Tori Geib of Bellefontaine, Ohio suffered from chronic back pain. Since it’s estimated that about 80% of Americans will at some point experience back pain, it certainly wasn’t unusual when she sought medical attention.
Tori visited three different rheumatologists in attempts to find the real cause of her chronic back pain. She got all kinds of explanations from her doctors, including depression-related psychosomatic pain, fibromyalgia, or just too much stress at work.
“I almost felt like I was gaslighting myself. Was this all in my head? Surely all these doctors couldn’t be wrong; after all, they were the experts. But deep down, I knew this was real, physical pain. I didn’t know what was causing my back to hurt so badly, but I knew one thing: I didn’t feel like myself.”
But nothing seemed to solve her painful condition. Tori found herself in two urgent care facilities because of how unbearable her back pain was. She was treated with everything from steroids and NSAIDs to muscle relaxers and anti-depressants.
After a year of chronic back pain, Tori found a hard lump in her breast. She was able to book a mammogram the next day, and within two weeks, she found out she had breast cancer.
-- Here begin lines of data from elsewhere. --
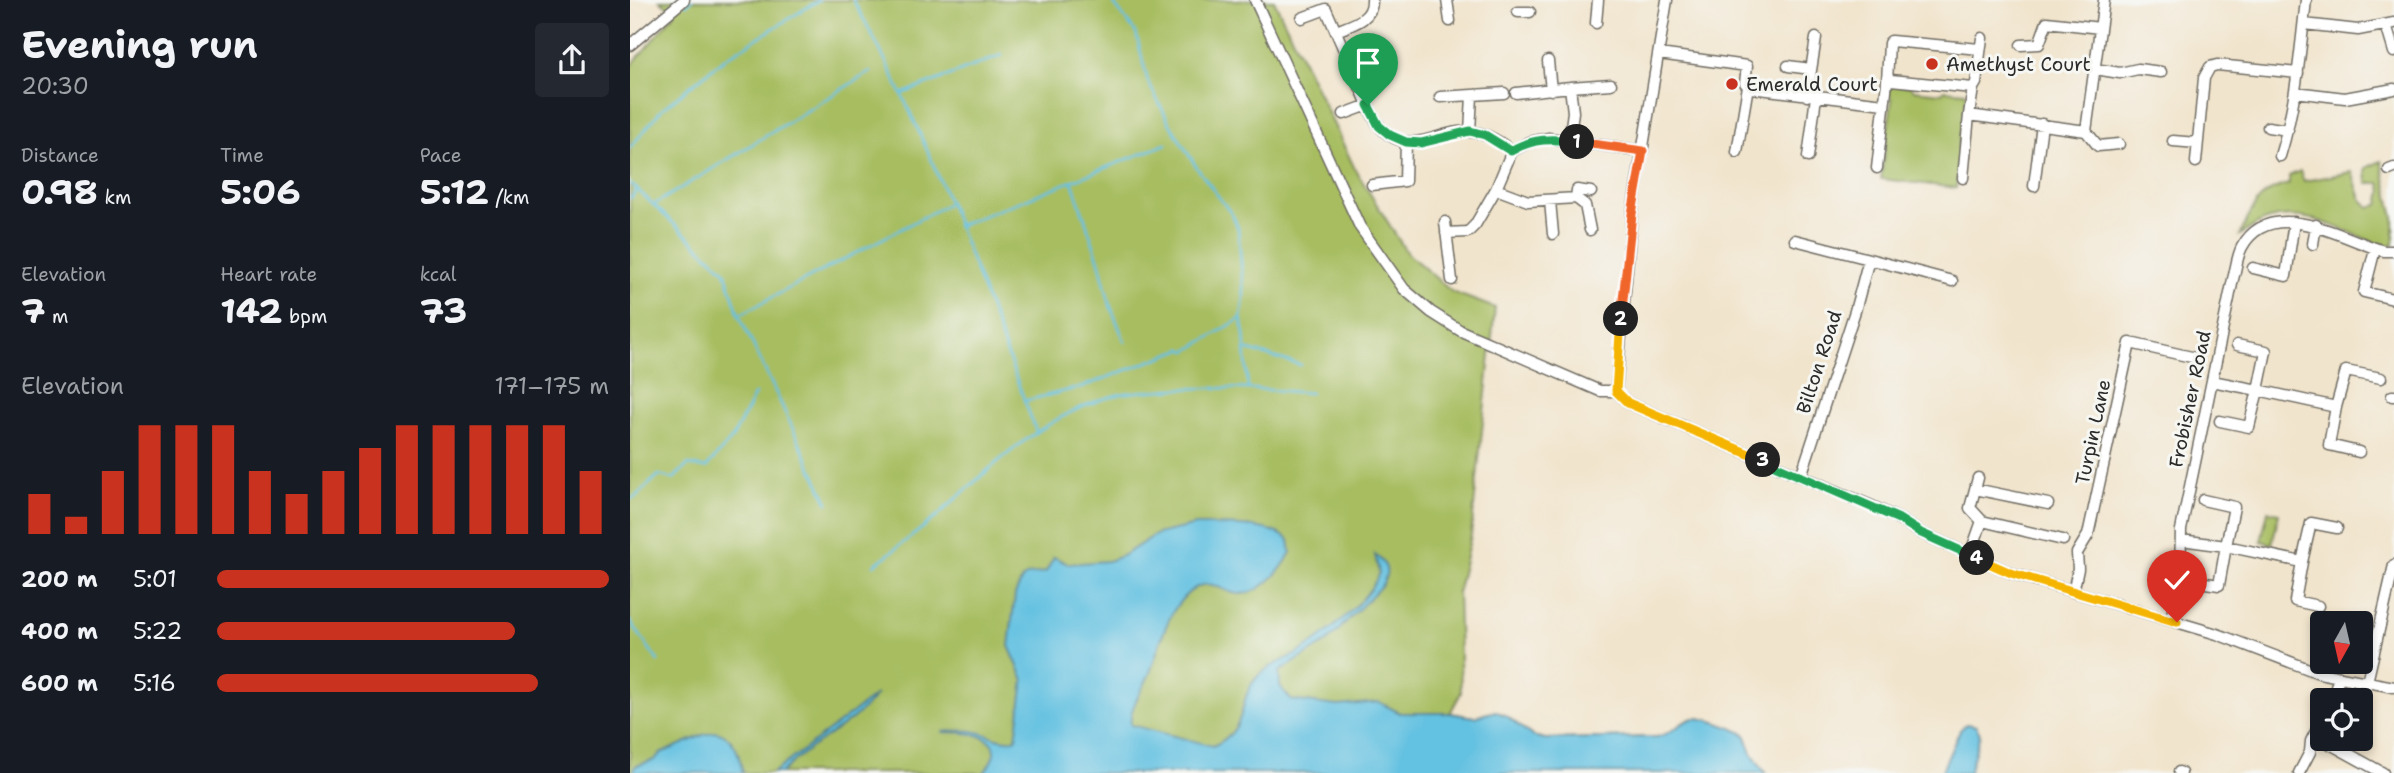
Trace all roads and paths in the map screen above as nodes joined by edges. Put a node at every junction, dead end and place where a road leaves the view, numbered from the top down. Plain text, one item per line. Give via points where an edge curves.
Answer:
1 (684, 0) edge
2 (1255, 0) edge
3 (1372, 0) edge
4 (1447, 0) edge
5 (1598, 0) edge
6 (1667, 0) edge
7 (2104, 0) edge
8 (2306, 0) edge
9 (1302, 18) dead end
10 (1450, 21) dead end
11 (1596, 23) dead end
12 (2304, 24) junction
13 (2390, 24) edge
14 (2100, 28) junction
15 (1336, 31) junction
16 (1816, 38) dead end
17 (630, 45) edge
18 (2021, 45) dead end
19 (2394, 52) edge
20 (1659, 54) junction
21 (1548, 61) dead end
22 (1788, 66) dead end
23 (1811, 69) junction
24 (2095, 69) junction
25 (2161, 72) dead end
26 (2298, 73) junction
27 (1887, 82) junction
28 (1611, 84) dead end
29 (1748, 86) junction
30 (1570, 87) junction
31 (1973, 88) junction
32 (2394, 89) edge
33 (1551, 90) junction
34 (2295, 92) junction
35 (1504, 93) dead end
36 (1517, 93) dead end
37 (1472, 96) junction
38 (1440, 97) dead end
39 (1811, 97) junction
40 (1884, 104) junction
41 (1368, 105) junction
42 (1345, 114) dead end
43 (1969, 115) junction
44 (2042, 124) junction
45 (2269, 127) dead end
46 (2288, 130) junction
47 (1470, 131) junction
48 (2086, 131) junction
49 (1569, 141) junction
50 (2174, 141) dead end
51 (1406, 142) junction
52 (2119, 144) dead end
53 (2197, 144) junction
54 (1511, 151) junction
55 (1643, 151) junction
56 (1737, 152) dead end
57 (2280, 156) dead end
58 (1808, 157) dead end
59 (2196, 162) dead end
60 (1877, 168) dead end
61 (1963, 178) dead end
62 (1372, 185) dead end
63 (2034, 186) dead end
64 (1496, 189) junction
65 (1591, 192) dead end
66 (1576, 198) junction
67 (1550, 201) junction
68 (2294, 222) junction
69 (2316, 225) junction
70 (1590, 230) dead end
71 (1553, 234) dead end
72 (1794, 240) dead end
73 (2313, 244) dead end
74 (2375, 249) junction
75 (2394, 251) edge
76 (1869, 259) junction
77 (2253, 268) dead end
78 (1452, 280) dead end
79 (1952, 281) dead end
80 (2393, 299) edge
81 (2237, 345) dead end
82 (2196, 358) dead end
83 (2381, 378) dead end
84 (2212, 381) junction
85 (2258, 390) junction
86 (1616, 391) junction
87 (2336, 407) junction
88 (2220, 421) dead end
89 (2359, 452) dead end
90 (1801, 476) junction
91 (2203, 500) dead end
92 (2048, 504) dead end
93 (1982, 521) junction
94 (2337, 528) dead end
95 (2063, 540) dead end
96 (2181, 540) junction
97 (2226, 546) junction
98 (1970, 555) junction
99 (2302, 562) junction
100 (2394, 565) edge
101 (2193, 581) dead end
102 (2073, 592) junction
103 (2318, 606) dead end
104 (2171, 620) junction
105 (2339, 678) junction
106 (2367, 682) junction
107 (2394, 687) edge
108 (2335, 688) edge
109 (2310, 751) edge
110 (2343, 751) edge
111 (2299, 773) edge
112 (2383, 773) edge

1 - 17 street
2 - 86 street via 1360,228 1404,289 1461,331 1600,391
3 - 15 street via 1365,18
4 - 10 street
5 - 11 street
6 - 20 street
7 - 14 street
8 - 12 street
9 - 15 street via 1326,9
12 - 13 street via 2358,30
12 - 26 street
13 - 19 street
14 - 18 street via 2048,22 2039,44
14 - 24 street
15 - 41 street
16 - 23 street
20 - 29 street via 1747,65
20 - 55 street
21 - 33 street
22 - 23 street
23 - 39 street
24 - 25 street
24 - 48 street
26 - 34 street
26 - 53 street via 2210,67 2204,78
27 - 31 street
27 - 31 street via 1891,41 1981,43
27 - 40 street
28 - 30 street
29 - 39 street
29 - 56 street
30 - 33 street
30 - 49 street
31 - 43 street
32 - 34 street via 2353,98
33 - 36 street
34 - 46 street
35 - 37 street
37 - 38 street
37 - 47 street
39 - 40 street
39 - 58 street
40 - 60 street
41 - 42 street
41 - 51 street via 1379,126
43 - 44 street
43 - 61 street
44 - 48 street
44 - 63 street
45 - 46 street
46 - 57 street
47 - 51 street via 1421,143
47 - 54 street
48 - 52 street via 2095,151
49 - 54 street via 1548,138
49 - 55 street
50 - 53 street
51 - 62 street via 1405,181
53 - 59 street
54 - 64 street
55 - 86 street via 1628,248
64 - 67 street via 1528,201
64 - 78 street via 1468,232 1445,228
65 - 66 street via 1577,190
66 - 67 street
66 - 70 street via 1585,205
67 - 71 street
68 - 69 street, Frobisher Road
68 - 77 street via 2286,276
68 - 84 street, Frobisher Road via 2266,226 2242,247
69 - 73 street
69 - 74 street, Frobisher Road
72 - 76 street
74 - 75 street, Frobisher Road
74 - 80 street via 2364,292
76 - 79 street
76 - 90 street, Bilton Road
81 - 85 street via 2266,351
82 - 102 street, Turpin Lane via 2130,343 2088,535 2077,553
83 - 87 street via 2346,371
84 - 85 street
84 - 96 street, Frobisher Road
85 - 87 street
85 - 88 street via 2249,427
86 - 90 street via 1628,403
87 - 89 street via 2329,445
90 - 98 street
91 - 97 street via 2234,507
92 - 93 street via 1976,483 1970,508
93 - 95 street
93 - 98 street
94 - 99 street via 2311,523
96 - 97 street
96 - 104 street, Frobisher Road
97 - 99 street
97 - 101 street via 2219,585
98 - 102 street
99 - 103 street via 2295,601
100 - 106 street
102 - 104 street
104 - 105 street
105 - 106 street
105 - 108 street
106 - 107 street
109 - 111 street
110 - 112 street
“The news was devastating,” Tori remembers. But it was about to get worse. Tori went to Ohio State University in Colombus to see an oncologist. It was there she mentioned her chronic back pain and finally felt heard. The medical team conducted a CT scan and found that her breast cancer had metastasized to her spine.
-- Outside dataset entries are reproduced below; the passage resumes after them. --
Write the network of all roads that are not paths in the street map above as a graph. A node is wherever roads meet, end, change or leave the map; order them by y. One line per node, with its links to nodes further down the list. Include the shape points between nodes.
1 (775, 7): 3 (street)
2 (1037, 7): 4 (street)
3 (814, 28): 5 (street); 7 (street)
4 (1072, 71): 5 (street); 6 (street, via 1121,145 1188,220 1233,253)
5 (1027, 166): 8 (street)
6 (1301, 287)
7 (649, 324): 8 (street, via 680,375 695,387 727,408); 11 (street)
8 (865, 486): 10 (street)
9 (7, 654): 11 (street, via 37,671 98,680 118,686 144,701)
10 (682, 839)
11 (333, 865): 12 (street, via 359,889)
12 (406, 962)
“When I learned that the terrible pain in my back was due to metastatic cancer in my spine (and not fibromyalgia or overdoing it at work, as my previous doctors believed), I first wanted to hug my oncologist. Not because I was excited to have cancer, but because someone finally gave me an answer that explained why my back had hurt so much, confirming that it wasn’t all in my head.”
Unfortunately, Tori was diagnosed with terminal cancer. What’s more, one of her vertebrae had been subjected to so much pressure that it had fractured. She can’t help but think about all of the appointments that could have found the true cause of her pain much earlier.
“A note had been left in my medical records by one of the doctors I had seen for the back pain. It mentioned that “suspicious lesions” were found on my spine and hip bone after a scan I had a year earlier. No one ever followed up or told me about this.”
Today, Tori focuses on staying as healthy as possible, living her life to the fullest, and spreading the word about misdiagnoses.
“My treatment schedule is pretty rigorous. I sometimes have three or four appointments in a day. But staying alive is my full-time job now….
“Maintaining my quality of life is the biggest thing for me now. If I know quantity is going to be short, then the time I’m going to have is going to be good time. I’m always going to have a little bit of pain, but it’s about what I can tolerate, and I have a conversation going with my palliative care team, who is fantastic….
Tori highly recommends these tips for anyone who feels they’re not being heard by their doctor:
- Be your own advocate
- Get a second, third, fourth, however many opinions you need so you feel comfortable.
- Ask for copies of all your reports, tests, and scans, so you can read them yourself. Bring them to new providers, so they can see what has already been done.
- Go to your next appointment with questions ready.
- Above all, trust yourself; you know what is normal and what is not for your body.